Madison I. Dunitz (1*)
Jenna M. Lang (1*)
Guillaume Jospin (1)
Aaron E. Darling (2)
Jonathan A. Eisen(1#)
David A. Coil (1)
(1) UC Davis, Genome Center
(2) ithree institute, University of Technology Sydney, Australia
(*) These authors contributed equally to this work.
(#) Corresponding author: jaeisen@ucdavis.edu


The sequencing, assembly, and basic analysis of microbial genomes, once a painstaking and expensive undertaking, has become much easier for research labs with access to standard molecular biology and computational tools. However, there are a confusing variety of options available for DNA library preparation and sequencing, and inexperience with bioinformatics can pose a significant barrier to entry for many who may be interested in microbial genomics. The objective of the present study was to design, test, troubleshoot, and publish a simple, comprehensive workflow from the collection of an environmental sample (a swab) to a published microbial genome; empowering even a lab or classroom with limited resources and bioinformatics experience to perform it.

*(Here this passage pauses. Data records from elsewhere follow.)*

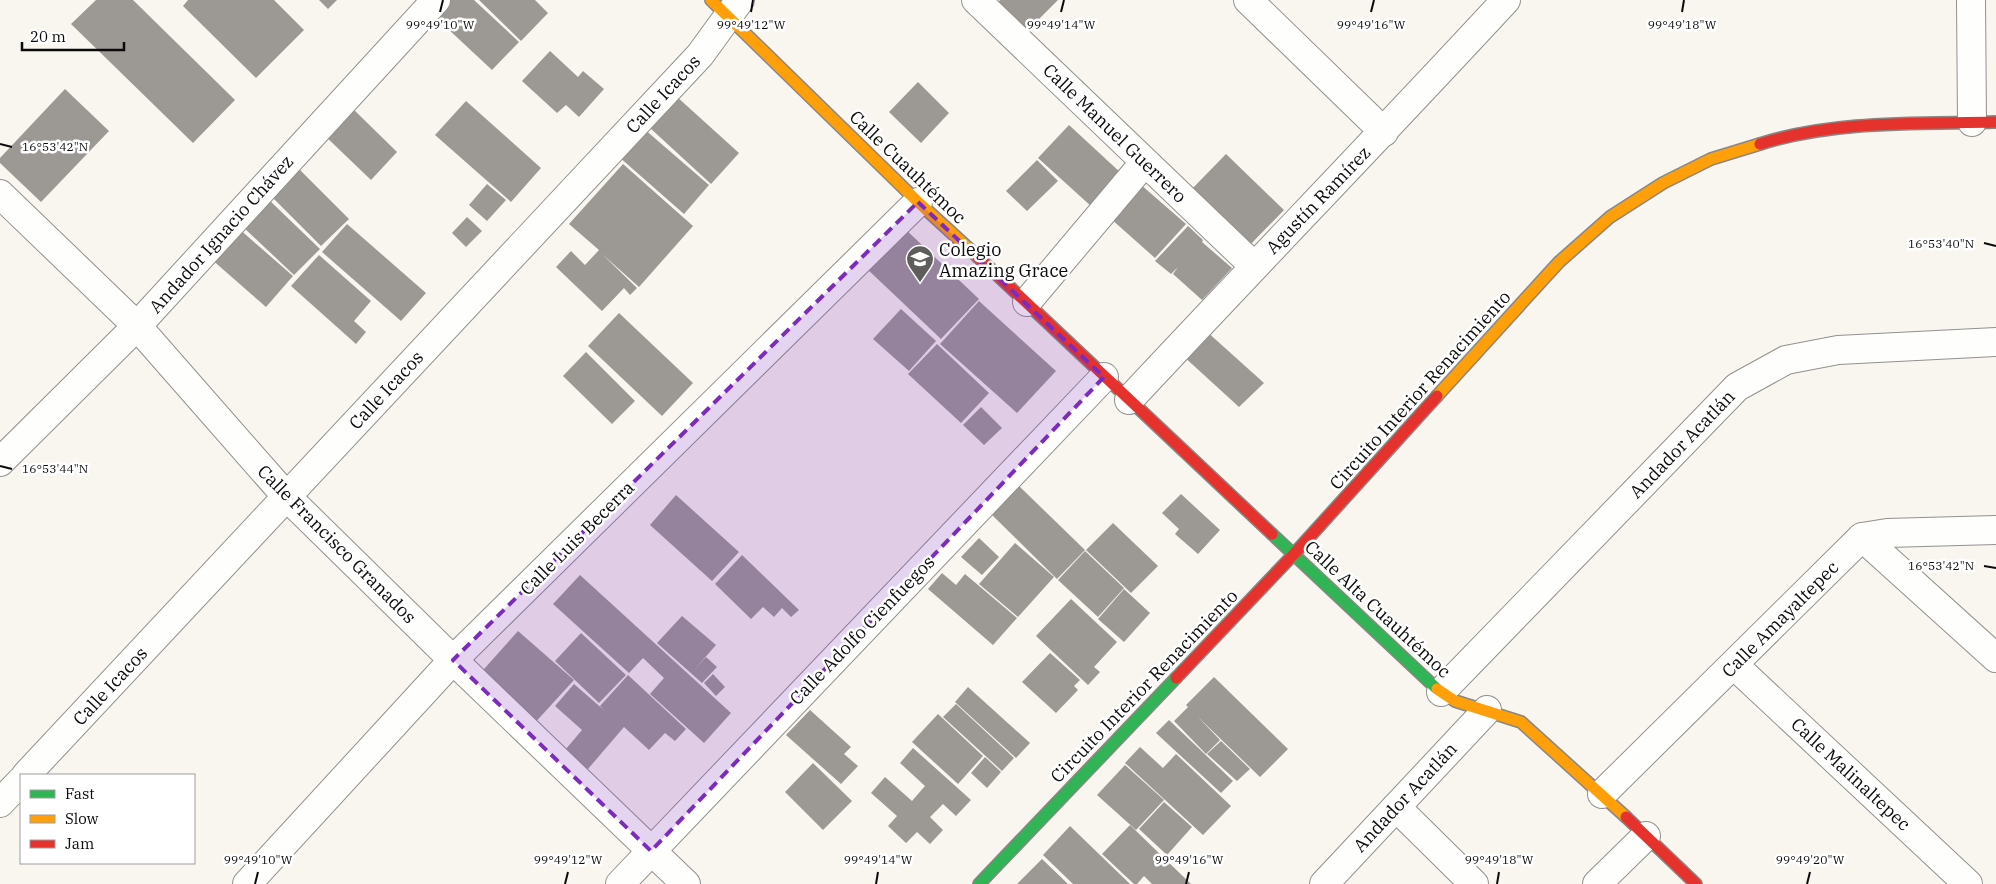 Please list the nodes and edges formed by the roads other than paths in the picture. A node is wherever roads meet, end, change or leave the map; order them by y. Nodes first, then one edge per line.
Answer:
1 (436, 0) edge
2 (976, 0) edge
3 (1248, 0) edge
4 (1506, 0) edge
5 (1971, 0) edge
6 (726, 5) edge
7 (1984, 122) edge
8 (1384, 132) junction
9 (1144, 163) junction
10 (0, 194) edge
11 (918, 202) junction
12 (1254, 266) junction
13 (1027, 302) junction
14 (137, 326) junction
15 (1996, 342) edge
16 (1104, 377) junction
17 (1129, 400) junction
18 (0, 462) edge
19 (287, 497) junction
20 (1996, 530) edge
21 (1862, 537) junction
22 (1294, 554) junction
23 (1996, 658) edge
24 (453, 660) junction
25 (1734, 665) junction
26 (1441, 692) junction
27 (1487, 710) junction
28 (27, 774) edge
29 (20, 782) edge
30 (1602, 794) junction
31 (0, 803) edge
32 (1396, 807) junction
33 (1646, 836) junction
34 (651, 851) junction
35 (247, 884) edge
36 (620, 884) edge
37 (686, 884) edge
38 (979, 884) edge
39 (1324, 884) edge
40 (1474, 884) edge
41 (1597, 884) edge
42 (1696, 884) edge
43 (1968, 884) edge

1 - 14 street, Andador Ignacio Chávez
2 - 9 street, Calle Manuel Guerrero
3 - 8 street
4 - 8 street, Agustín Ramírez
5 - 7 street
6 - 11 street, Calle Cuauhtémoc
6 - 19 street, Calle Icacos
7 - 22 street, Circuito Interior Renacimiento
8 - 12 street, Agustín Ramírez
9 - 12 street, Calle Manuel Guerrero
9 - 13 street
10 - 14 street, Calle Francisco Granados
11 - 13 street, Calle Cuauhtémoc
11 - 24 street, Calle Luis Becerra
12 - 17 street, Agustín Ramírez
13 - 16 street, Calle Cuauhtémoc
14 - 18 street, Andador Ignacio Chávez
14 - 19 street, Calle Francisco Granados
15 - 26 street, Andador Acatlán
16 - 17 street, Calle Alta Cuauhtémoc
16 - 34 street, Calle Adolfo Cienfuegos
17 - 22 street, Calle Alta Cuauhtémoc
19 - 24 street, Calle Francisco Granados
19 - 28 street, Calle Icacos
20 - 21 street
21 - 23 street
21 - 25 street, Calle Amayaltepec
22 - 26 street, Calle Alta Cuauhtémoc
22 - 38 street, Circuito Interior Renacimiento
24 - 34 street, Calle Francisco Granados
24 - 35 street, Calle Luis Becerra
25 - 30 street, Calle Amayaltepec
25 - 43 street, Calle Malinaltepec
26 - 27 street, Calle Alta Cuauhtémoc
27 - 30 street, Calle Alta Cuauhtémoc
27 - 32 street, Andador Acatlán
29 - 31 street
30 - 33 street, Calle Alta Cuauhtémoc
32 - 39 street, Andador Acatlán
32 - 40 street
33 - 41 street
33 - 42 street, Calle Alta Cuauhtémoc
34 - 36 street, Calle Adolfo Cienfuegos
34 - 37 street, Calle Francisco Granados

Thanks to decreases in cost and difficulty, sequencing the genome of a microorganism is becoming a relatively common activity in many research and educational institutions. However, such microbial genome sequencing is still far from routine or simple. The objective of this work was to design, test, troubleshoot, and publish a comprehensive workflow for microbial genome sequencing, encompassing everything from culturing new organisms to depositing sequence data; enabling even a lab with limited resources and bioinformatics experience to perform it.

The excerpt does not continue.